Мы обсуждали с Люсей предварительный список участников «Сахаровских слушаний». Ни я, ни Люся довольны не были. Датчане старались провести слушания на очень высоком уровне, очень хорошо организовывали. Среди участников были как серьезные люди, так и нет. Хватало эмоций, демагогии. Но в СМИ на Западе от них был гигантский резонанс. В вопросе привлечения внимания был фантастический успех. После вторых слушаний откликов уже было очень мало.
После ссылки Сахарова в Горький в 1980 году мы, случалось, подолгу не знали, что с ним там происходит, и это было ужасно. Люся была невероятно оперативна — когда она бывала в Москве, передавала информацию из Горького.
Потом была её операция в Америке в 1986 году. Когда она возвращалась домой из Бостона, она позвонила мне из Америки и спросила, не можем ли мы встретиться на аэродроме во Франкфурте, там у неё была пересадка между самолетами. Я сказала: «Конечно». И тут же села в поезд, чтобы туда ехать.
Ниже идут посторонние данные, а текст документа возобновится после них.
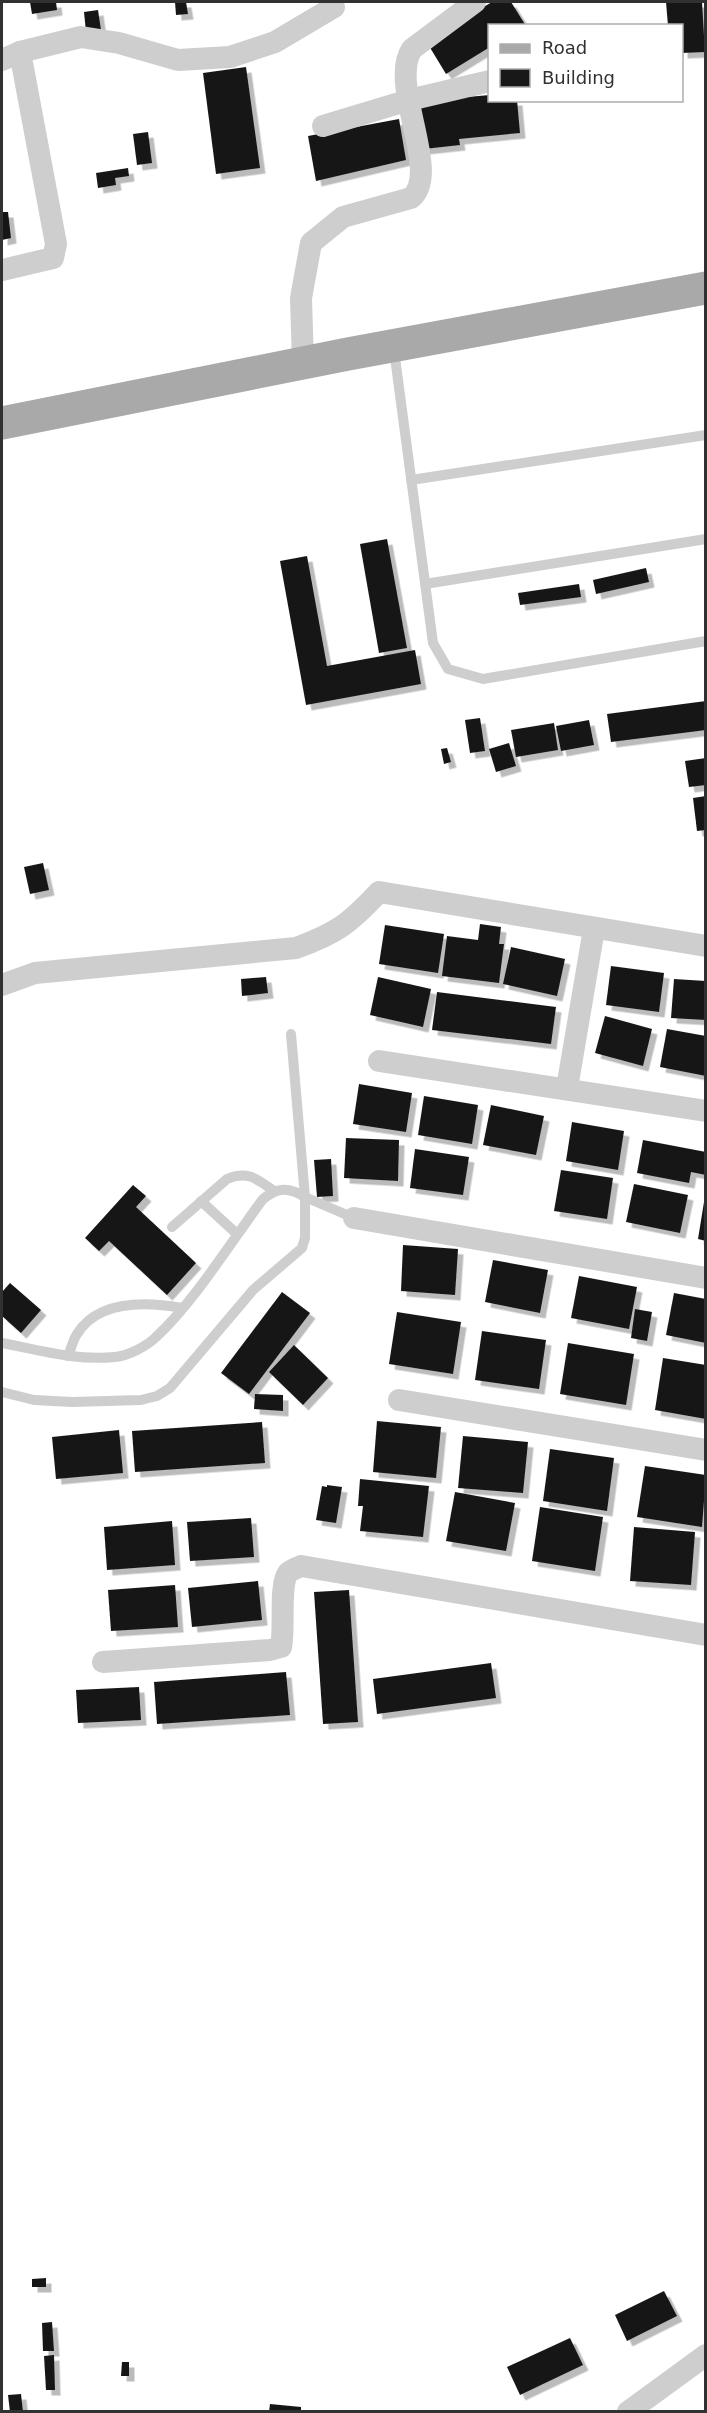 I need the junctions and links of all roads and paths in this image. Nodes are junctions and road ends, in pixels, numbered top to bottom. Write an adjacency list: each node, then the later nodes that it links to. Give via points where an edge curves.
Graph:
1 (475, 2): 5 (street, via 412,49 406,58)
2 (334, 7): 3 (street, via 274,42 230,57 178,60 81,37)
3 (11, 56): 7 (street, via 56,244 53,258)
4 (488, 81): 5 (street)
5 (409, 100): 6 (street); 10 (street, via 421,177 418,192 411,198 343,217 310,243 301,298)
6 (323, 126)
7 (2, 270)
8 (705, 288): 9 (main road)
9 (394, 345): 10 (main road); 13 (lane)
10 (303, 363): 11 (main road)
11 (2, 423)
12 (705, 435): 13 (lane)
13 (411, 480): 15 (lane)
14 (705, 539): 15 (lane)
15 (425, 584): 16 (lane, via 433,643 448,669 483,679)
16 (705, 641)
17 (594, 929): 18 (street); 19 (street, via 379,892 331,935 296,948 35,973); 22 (street)
18 (705, 946)
19 (2, 985)
20 (291, 1034): 25 (lane)
21 (379, 1061): 22 (street)
22 (567, 1088): 23 (street)
23 (705, 1112)
24 (274, 1191): 25 (lane, via 294,1190); 26 (lane, via 254,1176 236,1175); 29 (lane, via 263,1199)
25 (305, 1197): 27 (lane); 34 (lane, via 305,1238 297,1254 253,1290 170,1388 141,1400 72,1402 34,1400)
26 (201, 1201): 28 (lane); 29 (lane)
27 (354, 1218): 30 (street)
28 (172, 1227)
29 (237, 1234): 31 (lane)
30 (705, 1278)
31 (182, 1308): 33 (lane, via 155,1338 127,1354); 33 (lane, via 151,1303 104,1312 77,1334)
32 (2, 1343): 33 (lane)
33 (68, 1356)
34 (2, 1392)
35 (399, 1400): 36 (street)
36 (705, 1450)
37 (705, 1635): 38 (street, via 301,1566 288,1573 284,1584 285,1632 281,1647)
38 (103, 1662)
39 (705, 2355): 40 (street)
40 (628, 2412) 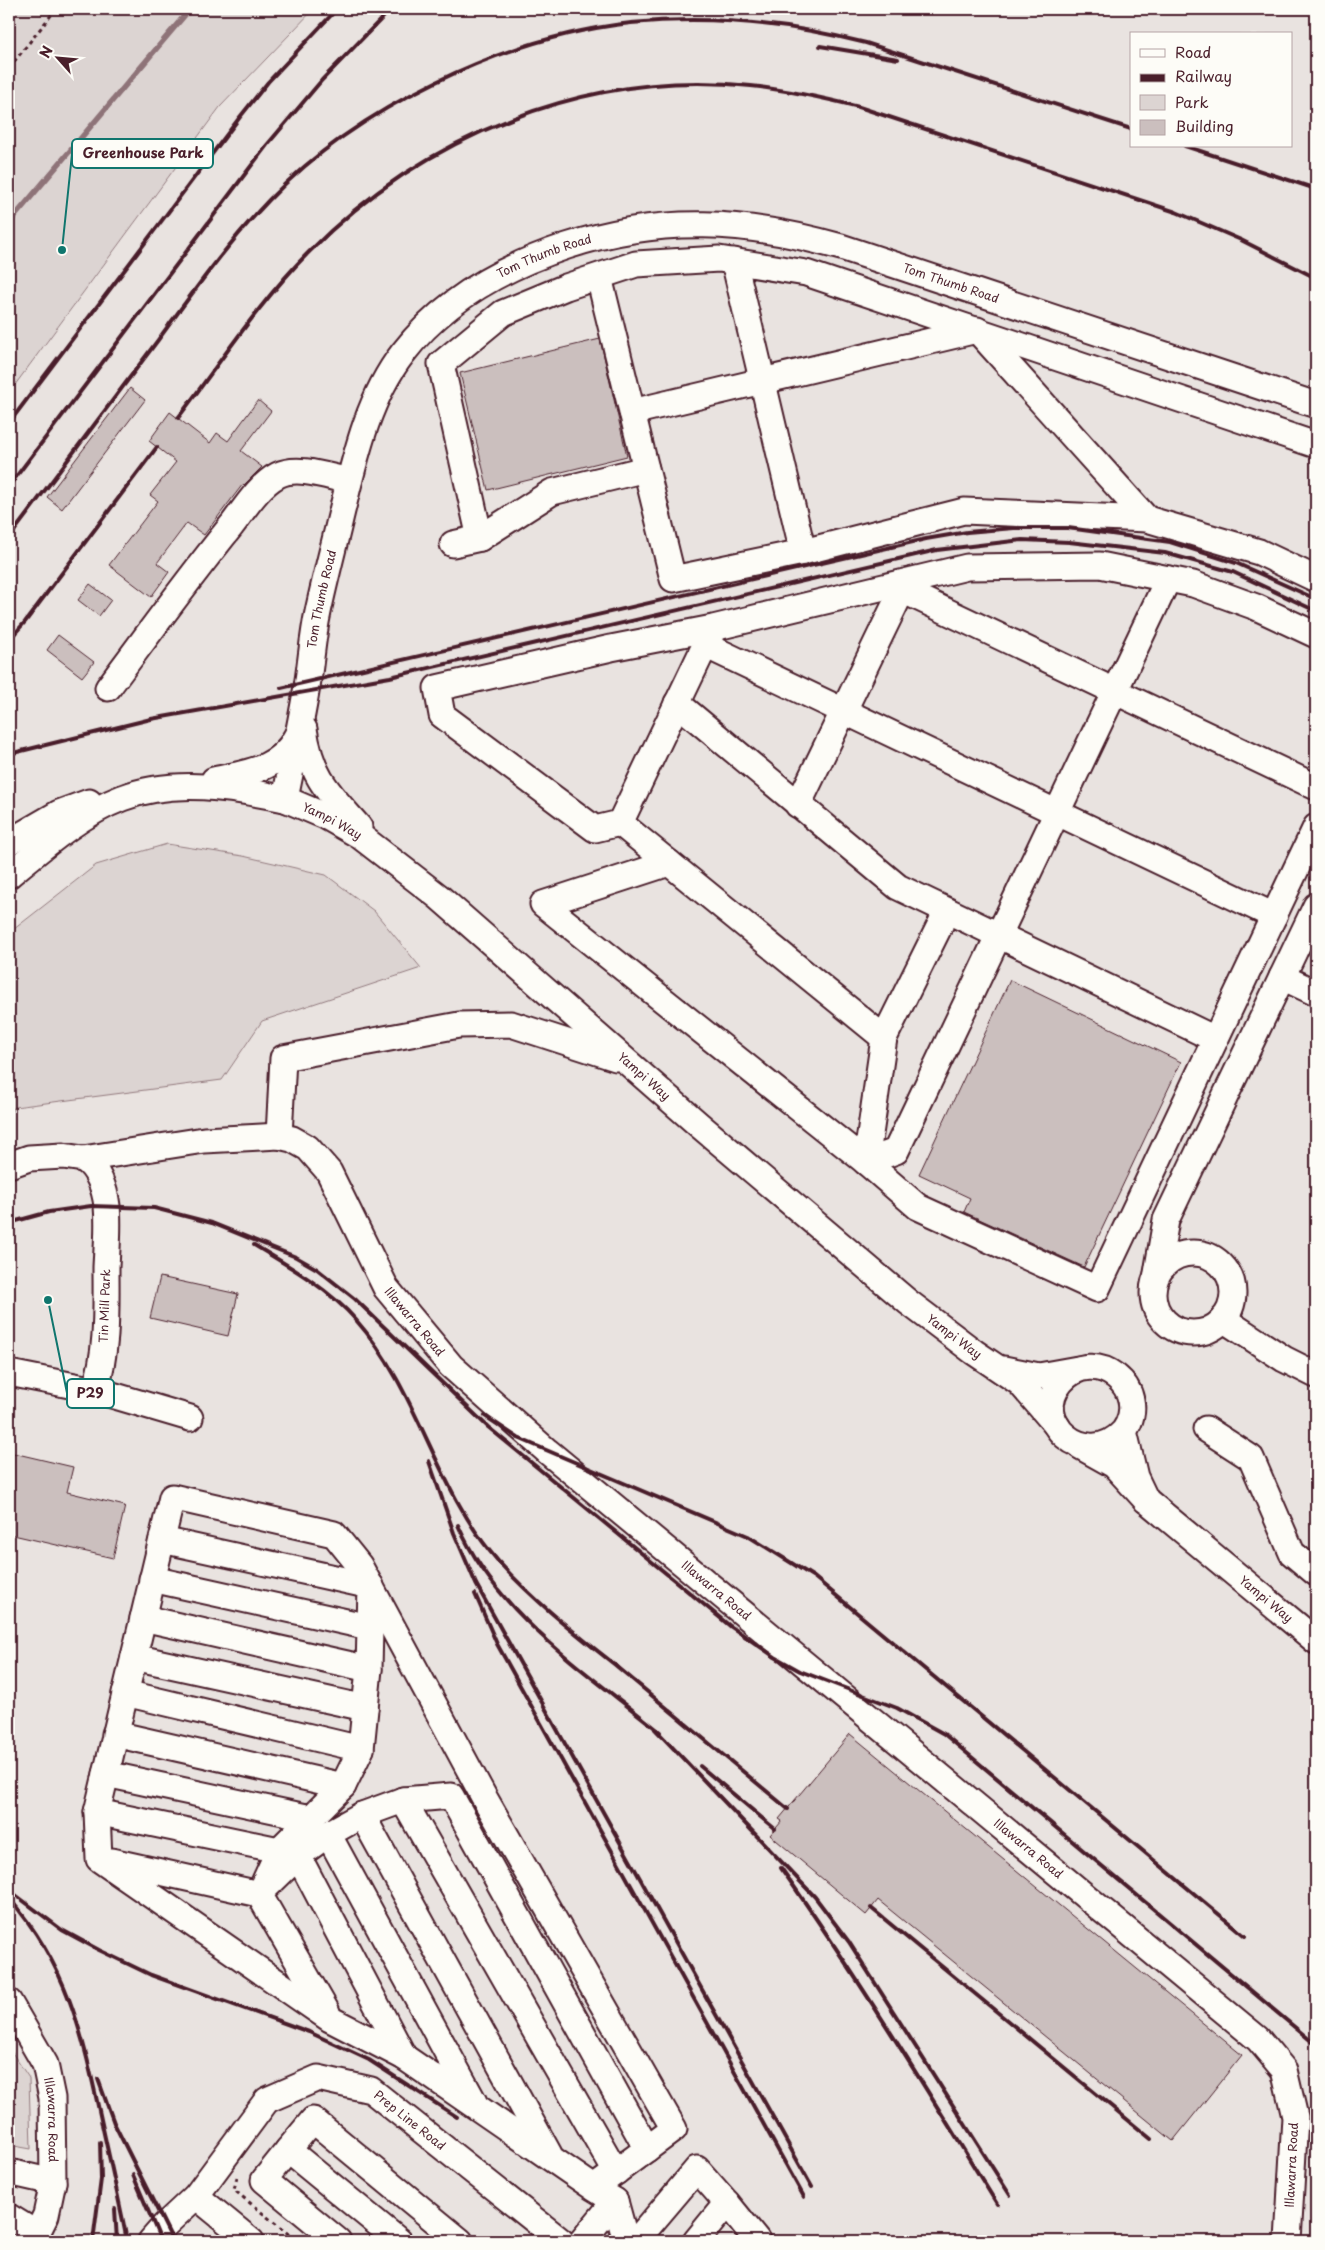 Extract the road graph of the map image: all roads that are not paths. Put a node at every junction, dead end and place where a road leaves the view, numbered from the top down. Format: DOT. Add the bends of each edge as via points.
graph roads {
  1 [pos="734,261"];
  2 [pos="599,276"];
  3 [pos="977,330"];
  4 [pos="762,382"];
  5 [pos="1316,405"];
  6 [pos="632,412"];
  7 [pos="1316,445"];
  8 [pos="646,469"];
  9 [pos="349,481"];
  10 [pos="1147,518"];
  11 [pos="480,538"];
  12 [pos="453,544"];
  13 [pos="803,552"];
  14 [pos="1168,579"];
  15 [pos="1316,579"];
  16 [pos="904,586"];
  17 [pos="1316,635"];
  18 [pos="709,636"];
  19 [pos="108,688"];
  20 [pos="1114,692"];
  21 [pos="677,703"];
  22 [pos="844,711"];
  23 [pos="300,723"];
  24 [pos="1316,787"];
  25 [pos="177,788"];
  26 [pos="121,798"];
  27 [pos="285,799"];
  28 [pos="798,805"];
  29 [pos="1056,813"];
  30 [pos="620,823"];
  31 [pos="1316,827"];
  32 [pos="9,842"];
  33 [pos="379,850"];
  34 [pos="668,863"];
  35 [pos="9,875"];
  36 [pos="1316,906"];
  37 [pos="947,911"];
  38 [pos="1274,916"];
  39 [pos="998,935"];
  40 [pos="1282,977"];
  41 [pos="1316,992"];
  42 [pos="884,1038"];
  43 [pos="1215,1040"];
  44 [pos="625,1061"];
  45 [pos="279,1136"];
  46 [pos="83,1159"];
  47 [pos="866,1162"];
  48 [pos="9,1165"];
  49 [pos="1157,1273"];
  50 [pos="1223,1319"];
  51 [pos="997,1367"];
  52 [pos="1083,1368"];
  53 [pos="9,1373"];
  54 [pos="1316,1375"];
  55 [pos="95,1390"];
  56 [pos="190,1418"];
  57 [pos="1057,1426"];
  58 [pos="1206,1429"];
  59 [pos="1124,1431"];
  60 [pos="1076,1444"];
  61 [pos="1146,1500"];
  62 [pos="162,1540"];
  63 [pos="1316,1573"];
  64 [pos="152,1579"];
  65 [pos="371,1586"];
  66 [pos="143,1618"];
  67 [pos="370,1627"];
  68 [pos="1316,1641"];
  69 [pos="134,1657"];
  70 [pos="369,1669"];
  71 [pos="125,1693"];
  72 [pos="365,1708"];
  73 [pos="115,1734"];
  74 [pos="361,1748"];
  75 [pos="106,1774"];
  76 [pos="343,1786"];
  77 [pos="451,1796"];
  78 [pos="484,1798"];
  79 [pos="403,1800"];
  80 [pos="97,1812"];
  81 [pos="362,1815"];
  82 [pos="320,1826"];
  83 [pos="288,1853"];
  84 [pos="99,1859"];
  85 [pos="259,1894"];
  86 [pos="9,2002"];
  87 [pos="330,2019"];
  88 [pos="404,2057"];
  89 [pos="476,2106"];
  90 [pos="647,2149"];
  91 [pos="288,2150"];
  92 [pos="552,2158"];
  93 [pos="9,2172"];
  94 [pos="616,2172"];
  95 [pos="53,2182"];
  96 [pos="594,2188"];
  97 [pos="196,2196"];
  98 [pos="615,2201"];
  99 [pos="727,2203"];
  100 [pos="9,2217"];
  101 [pos="35,2237"];
  102 [pos="152,2241"];
  103 [pos="251,2241"];
  104 [pos="338,2241"];
  105 [pos="399,2241"];
  106 [pos="460,2241"];
  107 [pos="561,2241"];
  108 [pos="582,2241"];
  109 [pos="626,2241"];
  110 [pos="636,2241"];
  111 [pos="696,2241"];
  112 [pos="756,2241"];
  113 [pos="1288,2241"];
  1 -- 2 [label="street" via="636,264"];
  1 -- 3 [label="street" via="806,273"];
  1 -- 4 [label="street"];
  2 -- 6 [label="street"];
  2 -- 11 [label="street" via="503,313 441,364"];
  3 -- 4 [label="street"];
  3 -- 7 [label="street"];
  3 -- 10 [label="street"];
  4 -- 6 [label="street"];
  4 -- 13 [label="street"];
  5 -- 9 [label="street, Tom Thumb Road" via="800,235 755,227 669,226 625,231 549,252 503,272 446,308 402,354 386,378 365,428"];
  6 -- 8 [label="street"];
  8 -- 11 [label="street" via="552,492"];
  8 -- 13 [label="street" via="673,579"];
  9 -- 19 [label="street" via="292,472 272,479 216,545"];
  9 -- 23 [label="street, Tom Thumb Road" via="318,613"];
  10 -- 13 [label="street" via="964,511"];
  10 -- 15 [label="street" via="1259,552"];
  11 -- 12 [label="street"];
  14 -- 16 [label="street" via="1100,565 967,567"];
  14 -- 17 [label="street" via="1193,584 1256,607"];
  14 -- 20 [label="street"];
  16 -- 18 [label="street"];
  16 -- 20 [label="street"];
  16 -- 22 [label="street"];
  18 -- 21 [label="street"];
  18 -- 22 [label="street"];
  18 -- 30 [label="street" via="611,648 437,688 442,715 595,829"];
  20 -- 24 [label="street"];
  20 -- 29 [label="street"];
  21 -- 28 [label="street"];
  21 -- 30 [label="street"];
  22 -- 28 [label="street"];
  22 -- 29 [label="street"];
  23 -- 25 [label="street" via="287,750 270,764 242,774"];
  23 -- 27 [label="street, Tom Thumb Road"];
  23 -- 33 [label="street" via="316,774"];
  25 -- 26 [label="street"];
  25 -- 27 [label="street" via="222,787"];
  26 -- 32 [label="street" via="73,807"];
  26 -- 35 [label="street" via="73,824"];
  27 -- 33 [label="street, Yampi Way" via="341,824"];
  28 -- 37 [label="street" via="898,887"];
  29 -- 38 [label="street"];
  29 -- 39 [label="street"];
  30 -- 34 [label="street"];
  31 -- 38 [label="street"];
  33 -- 44 [label="street, Yampi Way" via="440,897"];
  34 -- 42 [label="street"];
  34 -- 47 [label="street" via="543,904"];
  36 -- 40 [label="street"];
  37 -- 39 [label="street"];
  37 -- 42 [label="street"];
  38 -- 43 [label="street"];
  39 -- 43 [label="street"];
  39 -- 47 [label="street" via="896,1151"];
  40 -- 41 [label="street"];
  40 -- 49 [label="street" via="1166,1220"];
  42 -- 47 [label="street"];
  43 -- 47 [label="street" via="1097,1289 918,1206"];
  44 -- 45 [label="street" via="511,1024 460,1025 282,1058"];
  44 -- 51 [label="street, Yampi Way" via="914,1307"];
  45 -- 46 [label="street, Illawarra Road" via="204,1140"];
  45 -- 113 [label="street, Illawarra Road" via="308,1148 329,1172 386,1288 451,1366 555,1458 1258,2040 1284,2070 1295,2117"];
  46 -- 48 [label="street, Illawarra Road" via="44,1156"];
  46 -- 55 [label="street, Tin Mill Park" via="99,1178 107,1205 106,1327 100,1376"];
  49 -- 50 [label="street" via="1152,1296 1155,1308 1169,1326 1180,1332 1198,1333 1214,1327"];
  49 -- 50 [label="street" via="1166,1262 1190,1252 1216,1260 1232,1281 1230,1308"];
  50 -- 54 [label="street" via="1284,1359"];
  51 -- 52 [label="street, Yampi Way" via="1039,1376"];
  51 -- 57 [label="street, Yampi Way" via="1020,1383"];
  52 -- 57 [label="street" via="1067,1376 1056,1391 1052,1409"];
  52 -- 59 [label="street, Yampi Way" via="1101,1368 1118,1376 1124,1383 1132,1404"];
  53 -- 55 [label="street"];
  55 -- 56 [label="street"];
  57 -- 60 [label="street, Yampi Way"];
  58 -- 63 [label="street" via="1251,1458 1292,1553"];
  59 -- 60 [label="street" via="1102,1446"];
  59 -- 61 [label="street, Yampi Way" via="1135,1477"];
  60 -- 61 [label="street, Yampi Way" via="1114,1465"];
  61 -- 68 [label="street, Yampi Way"];
  62 -- 64 [label="street"];
  62 -- 65 [label="street"];
  62 -- 65 [label="street" via="172,1497 334,1534"];
  64 -- 66 [label="street"];
  64 -- 67 [label="street"];
  65 -- 67 [label="street"];
  65 -- 78 [label="street"];
  66 -- 69 [label="street"];
  66 -- 70 [label="street"];
  67 -- 70 [label="street"];
  69 -- 71 [label="street"];
  69 -- 72 [label="street"];
  70 -- 72 [label="street"];
  71 -- 73 [label="street"];
  71 -- 74 [label="street"];
  72 -- 74 [label="street"];
  73 -- 75 [label="street"];
  73 -- 76 [label="street"];
  74 -- 76 [label="street"];
  75 -- 80 [label="street"];
  75 -- 82 [label="street"];
  76 -- 82 [label="street"];
  77 -- 78 [label="street"];
  77 -- 79 [label="street"];
  77 -- 90 [label="street"];
  78 -- 90 [label="street" via="674,2129"];
  79 -- 81 [label="street"];
  79 -- 94 [label="street"];
  80 -- 83 [label="street"];
  80 -- 84 [label="street"];
  81 -- 82 [label="street"];
  81 -- 92 [label="street"];
  82 -- 83 [label="street"];
  82 -- 89 [label="street"];
  83 -- 85 [label="street"];
  83 -- 88 [label="street"];
  84 -- 85 [label="street"];
  84 -- 87 [label="street"];
  85 -- 87 [label="street"];
  86 -- 95 [label="street, Illawarra Road" via="38,2050 48,2075 53,2117"];
  87 -- 88 [label="street"];
  88 -- 89 [label="street"];
  89 -- 92 [label="street"];
  90 -- 94 [label="street"];
  91 -- 104 [label="street" via="264,2180"];
  91 -- 105 [label="street"];
  91 -- 106 [label="street" via="313,2120"];
  92 -- 96 [label="street"];
  93 -- 95 [label="street"];
  94 -- 96 [label="street"];
  95 -- 101 [label="street, Illawarra Road" via="50,2202"];
  96 -- 98 [label="street"];
  97 -- 102 [label="street, Prep Line Road"];
  97 -- 103 [label="street"];
  97 -- 107 [label="street, Prep Line Road" via="268,2100 318,2078 371,2090"];
  98 -- 108 [label="street"];
  98 -- 109 [label="street"];
  99 -- 110 [label="street" via="697,2169"];
  99 -- 111 [label="street"];
  99 -- 112 [label="street"];
  100 -- 101 [label="street"];
}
Мы без проблем нашли друг друга и общались два или три часа. Точно о чем мы говорили, не помню, но в основном, как всегда, о политике и об Андрее Дмитриевиче. В ходе этой беседы во Франкфурте, обстоятельной, не в стрессовой обстановке, мне показалось, я поняла, почему Андрей Дмитриевич её так любит. Елена Георгиевна могла быть жестким человеком по отношению к людям, но больше всего — по отношению к себе — в этой беседе она открылась.
Я не могла въезжать в СССР. Меня выгнали в 1970 году, и я смогла въехать в Москву только в 1990 году. Когда они поехали за границу, в 1989 году, я лично познакомилась с Андреем Дмитриевичем, мы вместе обедали, это было замечательно.